> Assignment: Report every line of the records beneath this task that holds the string "dead".

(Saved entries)

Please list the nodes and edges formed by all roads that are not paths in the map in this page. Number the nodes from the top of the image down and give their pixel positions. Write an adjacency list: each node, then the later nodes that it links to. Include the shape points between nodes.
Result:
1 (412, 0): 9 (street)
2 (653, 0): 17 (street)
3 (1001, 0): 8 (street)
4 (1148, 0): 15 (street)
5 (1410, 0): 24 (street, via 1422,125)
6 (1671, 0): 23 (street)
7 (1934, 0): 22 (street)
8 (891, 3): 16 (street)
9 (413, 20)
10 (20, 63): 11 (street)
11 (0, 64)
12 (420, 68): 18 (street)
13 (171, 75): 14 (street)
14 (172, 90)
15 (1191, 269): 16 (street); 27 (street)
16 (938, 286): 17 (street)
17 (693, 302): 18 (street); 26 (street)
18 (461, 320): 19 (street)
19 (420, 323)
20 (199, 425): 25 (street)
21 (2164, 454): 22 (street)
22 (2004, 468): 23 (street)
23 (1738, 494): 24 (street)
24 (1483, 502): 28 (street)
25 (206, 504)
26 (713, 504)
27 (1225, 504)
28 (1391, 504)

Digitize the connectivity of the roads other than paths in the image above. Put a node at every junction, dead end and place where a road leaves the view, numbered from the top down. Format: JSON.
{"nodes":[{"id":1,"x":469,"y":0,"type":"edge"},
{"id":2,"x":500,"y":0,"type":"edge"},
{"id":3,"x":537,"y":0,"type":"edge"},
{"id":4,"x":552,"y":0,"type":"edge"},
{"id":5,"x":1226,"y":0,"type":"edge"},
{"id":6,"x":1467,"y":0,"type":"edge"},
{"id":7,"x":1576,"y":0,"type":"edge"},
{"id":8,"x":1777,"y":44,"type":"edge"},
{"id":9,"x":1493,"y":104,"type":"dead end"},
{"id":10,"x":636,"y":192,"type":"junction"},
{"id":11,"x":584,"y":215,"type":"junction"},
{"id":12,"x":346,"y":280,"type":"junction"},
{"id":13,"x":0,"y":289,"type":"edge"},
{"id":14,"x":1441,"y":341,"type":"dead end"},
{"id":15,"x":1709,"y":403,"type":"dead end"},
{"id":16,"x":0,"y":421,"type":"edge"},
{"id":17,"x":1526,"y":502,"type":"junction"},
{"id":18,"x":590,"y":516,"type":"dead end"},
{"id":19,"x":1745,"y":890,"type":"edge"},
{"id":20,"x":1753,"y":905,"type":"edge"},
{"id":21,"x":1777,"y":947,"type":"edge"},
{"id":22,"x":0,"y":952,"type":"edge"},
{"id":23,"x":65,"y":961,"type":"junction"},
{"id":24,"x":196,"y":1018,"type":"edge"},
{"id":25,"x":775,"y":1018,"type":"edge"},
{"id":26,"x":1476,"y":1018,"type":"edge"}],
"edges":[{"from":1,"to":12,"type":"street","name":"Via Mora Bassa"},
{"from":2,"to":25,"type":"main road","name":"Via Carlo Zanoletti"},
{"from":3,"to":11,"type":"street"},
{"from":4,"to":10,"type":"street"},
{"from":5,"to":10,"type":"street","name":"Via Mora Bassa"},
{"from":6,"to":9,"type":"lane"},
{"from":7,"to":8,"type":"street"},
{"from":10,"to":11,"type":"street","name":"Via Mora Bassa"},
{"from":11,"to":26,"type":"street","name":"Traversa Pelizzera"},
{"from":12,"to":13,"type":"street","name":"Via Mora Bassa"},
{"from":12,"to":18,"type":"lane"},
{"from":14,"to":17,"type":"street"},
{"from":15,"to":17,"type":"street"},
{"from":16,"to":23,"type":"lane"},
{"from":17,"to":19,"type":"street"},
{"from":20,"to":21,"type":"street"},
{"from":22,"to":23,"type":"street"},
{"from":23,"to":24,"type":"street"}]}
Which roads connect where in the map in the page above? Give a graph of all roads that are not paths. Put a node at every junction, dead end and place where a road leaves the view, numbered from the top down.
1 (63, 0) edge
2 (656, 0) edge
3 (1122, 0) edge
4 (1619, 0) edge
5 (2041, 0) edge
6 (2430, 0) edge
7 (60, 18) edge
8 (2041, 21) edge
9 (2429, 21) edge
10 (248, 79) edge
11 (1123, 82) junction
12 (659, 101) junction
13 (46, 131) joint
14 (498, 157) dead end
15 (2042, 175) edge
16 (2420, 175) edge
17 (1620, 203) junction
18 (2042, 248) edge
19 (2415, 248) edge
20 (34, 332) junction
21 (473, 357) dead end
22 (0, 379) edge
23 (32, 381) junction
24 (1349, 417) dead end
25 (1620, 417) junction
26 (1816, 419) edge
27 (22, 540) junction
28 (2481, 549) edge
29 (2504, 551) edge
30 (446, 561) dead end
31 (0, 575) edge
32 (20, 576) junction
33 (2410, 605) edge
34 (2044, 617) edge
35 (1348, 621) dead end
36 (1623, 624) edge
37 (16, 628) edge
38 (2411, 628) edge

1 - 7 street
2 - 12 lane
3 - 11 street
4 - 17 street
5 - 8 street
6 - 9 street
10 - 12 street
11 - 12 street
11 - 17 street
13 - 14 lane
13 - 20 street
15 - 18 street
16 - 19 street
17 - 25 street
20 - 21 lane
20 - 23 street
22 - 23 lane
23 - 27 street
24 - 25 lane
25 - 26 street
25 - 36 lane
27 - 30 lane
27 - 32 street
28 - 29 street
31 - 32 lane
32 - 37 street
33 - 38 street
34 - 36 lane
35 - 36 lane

> Output of the exercise:
Digitize the connectivity of the roads other than paths in the image above. Put a node at every junction, dead end and place where a road leaves the view, numbered from the top down. Format: JSON.
{"id":9,"x":1493,"y":104,"type":"dead end"},
{"id":14,"x":1441,"y":341,"type":"dead end"},
{"id":15,"x":1709,"y":403,"type":"dead end"},
{"id":18,"x":590,"y":516,"type":"dead end"},
Which roads connect where in the map in the page above? Give a graph of all roads that are not paths. Put a node at every junction, dead end and place where a road leaves the view, numbered from the top down.
14 (498, 157) dead end
21 (473, 357) dead end
24 (1349, 417) dead end
30 (446, 561) dead end
35 (1348, 621) dead end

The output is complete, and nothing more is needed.